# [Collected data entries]
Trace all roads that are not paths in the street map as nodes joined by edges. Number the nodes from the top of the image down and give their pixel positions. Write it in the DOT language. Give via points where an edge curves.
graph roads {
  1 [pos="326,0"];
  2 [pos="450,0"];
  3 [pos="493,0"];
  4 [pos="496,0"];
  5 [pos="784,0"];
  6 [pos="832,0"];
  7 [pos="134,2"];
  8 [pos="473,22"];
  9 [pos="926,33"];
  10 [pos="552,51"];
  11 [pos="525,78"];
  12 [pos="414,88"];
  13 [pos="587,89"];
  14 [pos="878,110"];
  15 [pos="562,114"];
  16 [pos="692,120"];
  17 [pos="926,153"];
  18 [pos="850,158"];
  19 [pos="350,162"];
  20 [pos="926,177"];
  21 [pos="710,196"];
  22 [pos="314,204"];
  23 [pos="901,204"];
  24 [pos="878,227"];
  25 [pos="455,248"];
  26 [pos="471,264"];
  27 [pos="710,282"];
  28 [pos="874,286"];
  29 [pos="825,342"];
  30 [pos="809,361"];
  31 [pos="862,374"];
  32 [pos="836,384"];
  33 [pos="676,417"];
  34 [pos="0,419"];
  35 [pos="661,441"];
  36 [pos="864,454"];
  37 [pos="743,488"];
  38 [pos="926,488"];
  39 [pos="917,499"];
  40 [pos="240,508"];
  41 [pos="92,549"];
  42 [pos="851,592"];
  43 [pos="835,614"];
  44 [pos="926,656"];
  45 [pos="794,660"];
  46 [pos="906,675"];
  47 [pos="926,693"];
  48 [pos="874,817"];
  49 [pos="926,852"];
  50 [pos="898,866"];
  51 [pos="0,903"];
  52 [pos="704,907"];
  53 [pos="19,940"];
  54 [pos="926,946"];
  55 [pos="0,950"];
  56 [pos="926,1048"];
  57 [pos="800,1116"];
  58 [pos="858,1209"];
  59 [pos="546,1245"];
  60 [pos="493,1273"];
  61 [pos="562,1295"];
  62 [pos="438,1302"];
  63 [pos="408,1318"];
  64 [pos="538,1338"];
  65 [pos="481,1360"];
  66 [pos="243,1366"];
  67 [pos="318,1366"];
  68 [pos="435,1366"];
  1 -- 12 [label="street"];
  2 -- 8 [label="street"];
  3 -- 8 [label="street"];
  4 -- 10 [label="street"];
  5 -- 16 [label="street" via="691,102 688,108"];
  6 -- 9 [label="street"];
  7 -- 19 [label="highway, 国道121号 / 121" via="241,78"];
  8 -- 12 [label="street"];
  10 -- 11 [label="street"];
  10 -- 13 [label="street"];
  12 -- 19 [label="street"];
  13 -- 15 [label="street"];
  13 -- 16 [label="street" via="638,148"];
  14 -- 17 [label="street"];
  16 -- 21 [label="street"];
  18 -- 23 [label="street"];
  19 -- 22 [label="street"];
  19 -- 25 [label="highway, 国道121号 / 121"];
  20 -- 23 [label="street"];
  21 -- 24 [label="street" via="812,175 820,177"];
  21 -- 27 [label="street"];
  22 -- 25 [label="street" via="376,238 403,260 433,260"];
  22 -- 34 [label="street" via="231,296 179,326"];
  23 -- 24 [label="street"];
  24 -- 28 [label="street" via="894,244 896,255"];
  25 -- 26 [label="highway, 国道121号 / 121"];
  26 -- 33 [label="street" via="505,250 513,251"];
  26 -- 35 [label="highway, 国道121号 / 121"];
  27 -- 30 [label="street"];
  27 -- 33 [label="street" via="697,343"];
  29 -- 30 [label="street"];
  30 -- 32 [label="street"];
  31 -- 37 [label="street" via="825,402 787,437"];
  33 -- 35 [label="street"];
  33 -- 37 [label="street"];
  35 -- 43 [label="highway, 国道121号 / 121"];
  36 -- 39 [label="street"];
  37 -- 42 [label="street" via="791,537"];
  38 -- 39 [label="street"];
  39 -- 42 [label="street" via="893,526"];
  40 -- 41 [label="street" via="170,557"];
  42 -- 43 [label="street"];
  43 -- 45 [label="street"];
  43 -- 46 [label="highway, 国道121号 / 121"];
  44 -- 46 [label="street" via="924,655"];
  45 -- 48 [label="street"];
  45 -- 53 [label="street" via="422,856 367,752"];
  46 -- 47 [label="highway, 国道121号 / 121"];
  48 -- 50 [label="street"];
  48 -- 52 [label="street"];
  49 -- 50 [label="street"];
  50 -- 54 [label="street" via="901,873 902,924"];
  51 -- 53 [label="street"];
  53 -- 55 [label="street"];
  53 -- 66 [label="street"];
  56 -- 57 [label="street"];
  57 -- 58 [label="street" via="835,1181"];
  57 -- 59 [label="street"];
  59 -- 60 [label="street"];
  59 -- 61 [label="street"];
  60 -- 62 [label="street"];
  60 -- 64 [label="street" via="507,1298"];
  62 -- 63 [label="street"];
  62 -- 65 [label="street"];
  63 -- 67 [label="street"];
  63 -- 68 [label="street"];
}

# [Description of the task]
The entries above must be returned in full, exactly as shown.

# [Final answer]
Trace all roads that are not paths in the street map as nodes joined by edges. Number the nodes from the top of the image down and give their pixel positions. Write it in the DOT language. Give via points where an edge curves.
graph roads {
  1 [pos="326,0"];
  2 [pos="450,0"];
  3 [pos="493,0"];
  4 [pos="496,0"];
  5 [pos="784,0"];
  6 [pos="832,0"];
  7 [pos="134,2"];
  8 [pos="473,22"];
  9 [pos="926,33"];
  10 [pos="552,51"];
  11 [pos="525,78"];
  12 [pos="414,88"];
  13 [pos="587,89"];
  14 [pos="878,110"];
  15 [pos="562,114"];
  16 [pos="692,120"];
  17 [pos="926,153"];
  18 [pos="850,158"];
  19 [pos="350,162"];
  20 [pos="926,177"];
  21 [pos="710,196"];
  22 [pos="314,204"];
  23 [pos="901,204"];
  24 [pos="878,227"];
  25 [pos="455,248"];
  26 [pos="471,264"];
  27 [pos="710,282"];
  28 [pos="874,286"];
  29 [pos="825,342"];
  30 [pos="809,361"];
  31 [pos="862,374"];
  32 [pos="836,384"];
  33 [pos="676,417"];
  34 [pos="0,419"];
  35 [pos="661,441"];
  36 [pos="864,454"];
  37 [pos="743,488"];
  38 [pos="926,488"];
  39 [pos="917,499"];
  40 [pos="240,508"];
  41 [pos="92,549"];
  42 [pos="851,592"];
  43 [pos="835,614"];
  44 [pos="926,656"];
  45 [pos="794,660"];
  46 [pos="906,675"];
  47 [pos="926,693"];
  48 [pos="874,817"];
  49 [pos="926,852"];
  50 [pos="898,866"];
  51 [pos="0,903"];
  52 [pos="704,907"];
  53 [pos="19,940"];
  54 [pos="926,946"];
  55 [pos="0,950"];
  56 [pos="926,1048"];
  57 [pos="800,1116"];
  58 [pos="858,1209"];
  59 [pos="546,1245"];
  60 [pos="493,1273"];
  61 [pos="562,1295"];
  62 [pos="438,1302"];
  63 [pos="408,1318"];
  64 [pos="538,1338"];
  65 [pos="481,1360"];
  66 [pos="243,1366"];
  67 [pos="318,1366"];
  68 [pos="435,1366"];
  1 -- 12 [label="street"];
  2 -- 8 [label="street"];
  3 -- 8 [label="street"];
  4 -- 10 [label="street"];
  5 -- 16 [label="street" via="691,102 688,108"];
  6 -- 9 [label="street"];
  7 -- 19 [label="highway, 国道121号 / 121" via="241,78"];
  8 -- 12 [label="street"];
  10 -- 11 [label="street"];
  10 -- 13 [label="street"];
  12 -- 19 [label="street"];
  13 -- 15 [label="street"];
  13 -- 16 [label="street" via="638,148"];
  14 -- 17 [label="street"];
  16 -- 21 [label="street"];
  18 -- 23 [label="street"];
  19 -- 22 [label="street"];
  19 -- 25 [label="highway, 国道121号 / 121"];
  20 -- 23 [label="street"];
  21 -- 24 [label="street" via="812,175 820,177"];
  21 -- 27 [label="street"];
  22 -- 25 [label="street" via="376,238 403,260 433,260"];
  22 -- 34 [label="street" via="231,296 179,326"];
  23 -- 24 [label="street"];
  24 -- 28 [label="street" via="894,244 896,255"];
  25 -- 26 [label="highway, 国道121号 / 121"];
  26 -- 33 [label="street" via="505,250 513,251"];
  26 -- 35 [label="highway, 国道121号 / 121"];
  27 -- 30 [label="street"];
  27 -- 33 [label="street" via="697,343"];
  29 -- 30 [label="street"];
  30 -- 32 [label="street"];
  31 -- 37 [label="street" via="825,402 787,437"];
  33 -- 35 [label="street"];
  33 -- 37 [label="street"];
  35 -- 43 [label="highway, 国道121号 / 121"];
  36 -- 39 [label="street"];
  37 -- 42 [label="street" via="791,537"];
  38 -- 39 [label="street"];
  39 -- 42 [label="street" via="893,526"];
  40 -- 41 [label="street" via="170,557"];
  42 -- 43 [label="street"];
  43 -- 45 [label="street"];
  43 -- 46 [label="highway, 国道121号 / 121"];
  44 -- 46 [label="street" via="924,655"];
  45 -- 48 [label="street"];
  45 -- 53 [label="street" via="422,856 367,752"];
  46 -- 47 [label="highway, 国道121号 / 121"];
  48 -- 50 [label="street"];
  48 -- 52 [label="street"];
  49 -- 50 [label="street"];
  50 -- 54 [label="street" via="901,873 902,924"];
  51 -- 53 [label="street"];
  53 -- 55 [label="street"];
  53 -- 66 [label="street"];
  56 -- 57 [label="street"];
  57 -- 58 [label="street" via="835,1181"];
  57 -- 59 [label="street"];
  59 -- 60 [label="street"];
  59 -- 61 [label="street"];
  60 -- 62 [label="street"];
  60 -- 64 [label="street" via="507,1298"];
  62 -- 63 [label="street"];
  62 -- 65 [label="street"];
  63 -- 67 [label="street"];
  63 -- 68 [label="street"];
}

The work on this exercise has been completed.